* Required work *
Would you restate the data exactly as given?

* Material provided *
[Start of Attachment]
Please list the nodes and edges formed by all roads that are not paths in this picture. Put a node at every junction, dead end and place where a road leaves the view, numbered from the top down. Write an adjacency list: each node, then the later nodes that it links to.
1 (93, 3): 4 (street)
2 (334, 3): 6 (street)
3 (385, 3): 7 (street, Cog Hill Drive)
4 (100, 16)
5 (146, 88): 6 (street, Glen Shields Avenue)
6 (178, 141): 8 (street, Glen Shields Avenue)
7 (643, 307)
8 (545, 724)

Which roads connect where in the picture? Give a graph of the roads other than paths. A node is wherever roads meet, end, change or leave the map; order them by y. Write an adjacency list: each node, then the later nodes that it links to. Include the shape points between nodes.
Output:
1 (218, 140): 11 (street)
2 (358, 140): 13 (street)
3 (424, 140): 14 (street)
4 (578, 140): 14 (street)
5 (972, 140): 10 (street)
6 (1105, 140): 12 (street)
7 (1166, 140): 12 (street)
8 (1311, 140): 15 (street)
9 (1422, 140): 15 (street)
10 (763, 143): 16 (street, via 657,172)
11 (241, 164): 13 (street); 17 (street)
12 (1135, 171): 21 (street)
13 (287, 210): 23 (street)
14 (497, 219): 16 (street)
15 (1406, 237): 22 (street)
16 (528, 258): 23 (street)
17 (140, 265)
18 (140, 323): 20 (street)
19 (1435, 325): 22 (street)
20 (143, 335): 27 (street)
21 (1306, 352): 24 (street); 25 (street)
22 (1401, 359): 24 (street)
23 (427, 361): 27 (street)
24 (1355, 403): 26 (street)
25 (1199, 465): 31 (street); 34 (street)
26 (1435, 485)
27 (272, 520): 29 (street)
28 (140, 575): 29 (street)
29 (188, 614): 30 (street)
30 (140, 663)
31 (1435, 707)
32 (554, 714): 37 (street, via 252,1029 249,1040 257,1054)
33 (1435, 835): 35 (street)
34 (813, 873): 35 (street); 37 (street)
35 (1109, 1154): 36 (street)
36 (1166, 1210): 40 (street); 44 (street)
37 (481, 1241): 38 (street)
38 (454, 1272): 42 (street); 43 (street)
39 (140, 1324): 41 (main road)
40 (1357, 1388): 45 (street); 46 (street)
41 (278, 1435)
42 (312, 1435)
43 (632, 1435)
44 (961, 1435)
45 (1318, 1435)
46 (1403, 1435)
[End of Attachment]
* Completed task *
Please list the nodes and edges formed by all roads that are not paths in this picture. Put a node at every junction, dead end and place where a road leaves the view, numbered from the top down. Write an adjacency list: each node, then the later nodes that it links to.
1 (93, 3): 4 (street)
2 (334, 3): 6 (street)
3 (385, 3): 7 (street, Cog Hill Drive)
4 (100, 16)
5 (146, 88): 6 (street, Glen Shields Avenue)
6 (178, 141): 8 (street, Glen Shields Avenue)
7 (643, 307)
8 (545, 724)

Which roads connect where in the picture? Give a graph of the roads other than paths. A node is wherever roads meet, end, change or leave the map; order them by y. Write an adjacency list: each node, then the later nodes that it links to. Include the shape points between nodes.
Output:
1 (218, 140): 11 (street)
2 (358, 140): 13 (street)
3 (424, 140): 14 (street)
4 (578, 140): 14 (street)
5 (972, 140): 10 (street)
6 (1105, 140): 12 (street)
7 (1166, 140): 12 (street)
8 (1311, 140): 15 (street)
9 (1422, 140): 15 (street)
10 (763, 143): 16 (street, via 657,172)
11 (241, 164): 13 (street); 17 (street)
12 (1135, 171): 21 (street)
13 (287, 210): 23 (street)
14 (497, 219): 16 (street)
15 (1406, 237): 22 (street)
16 (528, 258): 23 (street)
17 (140, 265)
18 (140, 323): 20 (street)
19 (1435, 325): 22 (street)
20 (143, 335): 27 (street)
21 (1306, 352): 24 (street); 25 (street)
22 (1401, 359): 24 (street)
23 (427, 361): 27 (street)
24 (1355, 403): 26 (street)
25 (1199, 465): 31 (street); 34 (street)
26 (1435, 485)
27 (272, 520): 29 (street)
28 (140, 575): 29 (street)
29 (188, 614): 30 (street)
30 (140, 663)
31 (1435, 707)
32 (554, 714): 37 (street, via 252,1029 249,1040 257,1054)
33 (1435, 835): 35 (street)
34 (813, 873): 35 (street); 37 (street)
35 (1109, 1154): 36 (street)
36 (1166, 1210): 40 (street); 44 (street)
37 (481, 1241): 38 (street)
38 (454, 1272): 42 (street); 43 (street)
39 (140, 1324): 41 (main road)
40 (1357, 1388): 45 (street); 46 (street)
41 (278, 1435)
42 (312, 1435)
43 (632, 1435)
44 (961, 1435)
45 (1318, 1435)
46 (1403, 1435)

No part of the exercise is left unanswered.